The Karnataka election results are still pouring in but the direction is clear. Congress has lost, BJP has won, and JD(S) has seemingly exceeded expectations. The numbers are yet to be frozen, as counting is still on and there many seats with slender margins, giving a continuous slight fluctuation in the figures. This fluctuation matters because BJP s within touching distance of achieving a simple majority by gaining 112 seats. And as a corollary so is a possible combination of Congress + JD(S).

But whatever might be the final outcome, i.e. even if BJP is large enough to form a government in Karnataka in its own, it would be in the best interest of both BJP and JD(S) to come together.

Reasons for the BJP:

1. Set the stage for 2019

One of the worries amongst BJP fan base is that while the BJP is losing allies (like TDP), the opposition is looking to weave a mahagathbandhan to beat BJP in 2019 Lok Sabha polls. As vote shares indicate, if a simple transfer of votes is achieved by a combined opposition, BJP could find it hard to come back to power in the centre.

To break the chances of such a rainbow coalition, BJP must ally itself with as many small regional parties as possible. JD(S) is just one of them. If BJP allies with JD(S) at the state, it would ensure a national coalition as well and prevent a string non-BJP front emerging in Karnataka. In fact, a BJP+JD(S) tie-up could sweep Karnataka in 2019

2. Message to other former allies

If BJP manages to pull JD(S), the price tag on some former allies and some future potential allies reduces.
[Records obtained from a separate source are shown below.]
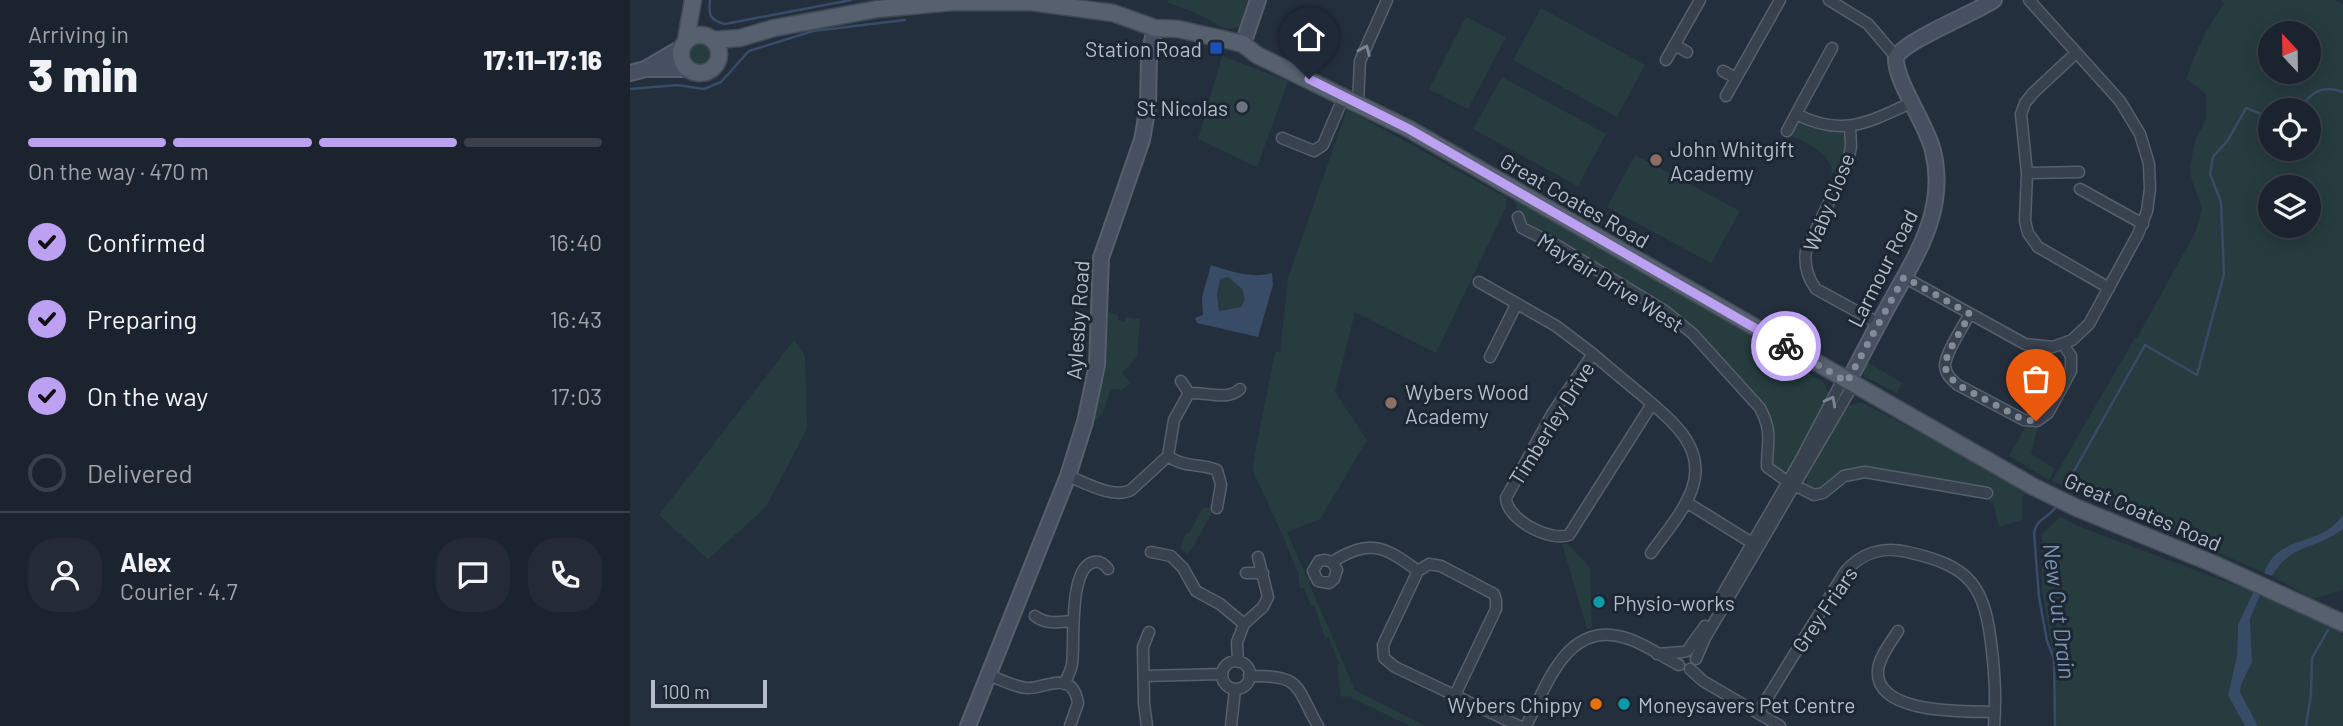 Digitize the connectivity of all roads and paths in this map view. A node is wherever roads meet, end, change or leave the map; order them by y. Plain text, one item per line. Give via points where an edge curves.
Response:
1 (1258, 0) edge
2 (1387, 0) edge
3 (1700, 0) edge
4 (1780, 0) edge
5 (1829, 0) edge
6 (1994, 0) edge
7 (2029, 0) edge
8 (942, 1) edge
9 (692, 7) edge
10 (1155, 28) junction
11 (709, 38) junction
12 (740, 38) junction
13 (683, 44) junction
14 (1243, 44) junction
15 (1675, 45) junction
16 (1832, 48) dead end
17 (1687, 52) dead end
18 (2076, 53) junction
19 (1896, 57) junction
20 (719, 58) junction
21 (1666, 60) dead end
22 (686, 69) junction
23 (637, 71) edge
24 (1723, 71) dead end
25 (1736, 78) junction
26 (1726, 96) dead end
27 (1351, 100) junction
28 (1913, 102) junction
29 (1796, 114) junction
30 (1850, 126) junction
31 (1787, 131) dead end
32 (1282, 138) dead end
33 (2080, 172) dead end
34 (2027, 173) junction
35 (2080, 189) dead end
36 (1518, 217) dead end
37 (2143, 224) junction
38 (1904, 277) junction
39 (1479, 282) dead end
40 (2109, 288) junction
41 (1516, 305) junction
42 (1970, 314) junction
43 (1878, 323) junction
44 (2063, 344) junction
45 (1593, 354) junction
46 (1490, 357) dead end
47 (1181, 380) dead end
48 (1848, 382) junction
49 (1240, 389) dead end
50 (1189, 393) junction
51 (1652, 404) junction
52 (1168, 456) junction
53 (1068, 476) junction
54 (1792, 484) junction
55 (1987, 493) dead end
56 (1686, 502) junction
57 (1217, 508) dead end
58 (1755, 545) junction
59 (1151, 552) dead end
60 (1651, 553) dead end
61 (1258, 557) dead end
62 (1332, 562) dead end
63 (1108, 569) dead end
64 (1418, 571) junction
65 (1246, 573) dead end
66 (1263, 573) junction
67 (1035, 617) dead end
68 (1073, 621) junction
69 (2343, 623) edge
70 (1244, 624) junction
71 (1898, 630) dead end
72 (1149, 632) dead end
73 (1685, 652) junction
74 (1657, 654) junction
75 (1696, 659) junction
76 (1238, 662) junction
77 (1685, 667) junction
78 (1222, 674) junction
79 (988, 675) junction
80 (1144, 676) junction
81 (1249, 676) junction
82 (1064, 684) junction
83 (1235, 690) junction
84 (1455, 695) junction
85 (1995, 712) junction
86 (1758, 713) junction
87 (968, 726) edge
88 (1070, 726) edge
89 (1147, 726) edge
90 (1231, 726) edge
91 (1318, 726) edge
92 (1520, 726) edge
93 (1526, 726) edge
94 (1780, 726) edge
95 (1994, 726) edge

1 - 14 street
27 -> 2 street via 1360,61
3 - 15 street
4 - 25 street
5 - 19 street, Larmour Road via 1868,23
6 - 19 street
7 - 18 street
8 - 10 main road, Great Coates Road via 1075,6
8 - 12 main road, Great Coates Road via 774,28
9 - 11 main road
9 - 13 main road
10 - 14 main road, Great Coates Road
10 - 53 street, Aylesby Road via 1142,140 1101,258 1097,365
11 - 12 main road, Great Coates Road
11 - 13 main road via 695,35
11 - 20 main road via 718,47
12 - 20 main road, Great Coates Road
13 - 22 main road via 680,58
13 - 23 street
14 - 27 main road, Great Coates Road
15 - 17 street
15 - 21 street
16 - 29 street
18 - 34 street via 2025,103 2020,118
18 - 37 street via 2128,112 2144,143 2150,176
19 - 28 street, Larmour Road via 1896,67
20 - 22 main road via 705,74
22 - 23 street
24 - 25 street
25 - 26 street
27 - 32 street via 1324,145 1314,151
27 - 48 main road, Great Coates Road
28 - 30 street, Waby Close
28 - 38 street, Larmour Road via 1933,151 1937,191 1926,238
29 - 30 street, Waby Close via 1822,126
29 - 31 street
30 - 43 street, Waby Close via 1847,162 1804,260 1816,289
33 - 34 street
34 - 40 street via 2025,221 2031,239
35 - 37 street
36 - 54 street, Mayfair Drive West via 1522,228 1665,311 1693,334 1760,408 1768,422 1767,467
37 - 40 street
38 - 42 street
38 - 43 street, Larmour Road
39 - 41 street
40 - 44 street via 2084,330
41 - 45 street via 1556,326
41 - 46 street
42 - 44 street via 2025,344 2044,348
42 - 44 street via 1948,357 1949,377 2024,420 2036,421 2048,413 2071,371 2071,356
43 - 48 street, Larmour Road
45 - 51 street, Timberley Drive
45 - 51 street, Timberley Drive via 1552,414 1506,498 1516,518 1554,538 1569,536
47 - 50 street
48 - 54 street
48 - 69 main road, Great Coates Road via 2055,498
49 - 50 street via 1223,397
50 - 52 street via 1174,420
51 - 56 street, Timberley Drive via 1676,425 1691,448 1695,479
52 - 53 street via 1124,493
52 - 57 street via 1180,464 1217,470 1221,485
53 - 79 street, Aylesby Road
54 - 55 street via 1814,495 1844,475 1865,472
54 - 58 street
56 - 58 street
56 - 60 street, Timberley Drive
58 - 73 street
58 - 75 street
59 - 70 street via 1171,556 1196,591
61 - 66 street
62 - 64 street via 1368,546
63 - 68 street via 1097,562 1081,571
64 - 84 street via 1385,639 1384,658
64 - 84 street via 1429,565 1441,566 1490,591 1496,600 1496,609
65 - 66 street
66 - 70 street via 1267,602
67 - 68 street via 1050,623
68 - 82 street via 1073,662
70 - 76 street via 1237,642
71 - 85 street via 1878,670 1888,694 1914,705
72 - 80 street via 1143,647
73 - 74 street
73 - 75 street
73 - 77 street via 1678,658
74 - 77 street
74 - 93 street via 1616,635 1595,635 1577,643 1560,660
75 - 77 street via 1695,665
76 - 78 street via 1229,663
76 - 81 street
77 - 86 street
78 - 80 street
78 - 83 street via 1226,685
79 - 82 street via 1029,688
79 - 87 street, Aylesby Road
80 - 89 street
81 - 83 street via 1246,685
81 - 91 street via 1290,681 1304,694
82 - 88 street via 1078,703
83 - 90 street
84 - 92 street
85 - 86 street, Grey Friars via 1989,618 1976,587 1945,561 1893,549 1868,554 1845,572
85 - 95 street, Grey Friars
86 - 94 street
The likes of TDP can be told unequivocally that the BJP does not need to depend on only a small set of allies and is widening its outreach to others as well.

3. Congress out of picture, morale boost

With JD(S) in the saddle, BJP can be sure that there is no large Congress Government in the country. Punjab would remain the only mid-size state for Congress. The Congress coffers would then be choked heavily, leaving it gasping for funds in 2019. It would also be a huge morale boost for national cadre, that the BJP has “saffronized” another state, albeit with some help.

Reasons for the JD(S)

1. Usurping the Congress space

While the Congress may (and reportedly has) offered JD(S) the post of Chief Minister in a potential coalition, the JD(S) should realise that the Congress is the natural enemy of the JD(S) in Karnataka. Both parties try to occupy the same space. Thus, it would be a better long-term bet for JD(S) to be in power with the BJP, and try to use the next five years to finish the Congress in Karnataka, both politically and financially. Then JD(S) can dream of emerging as the sole serious opposition in 2023 to the BJP.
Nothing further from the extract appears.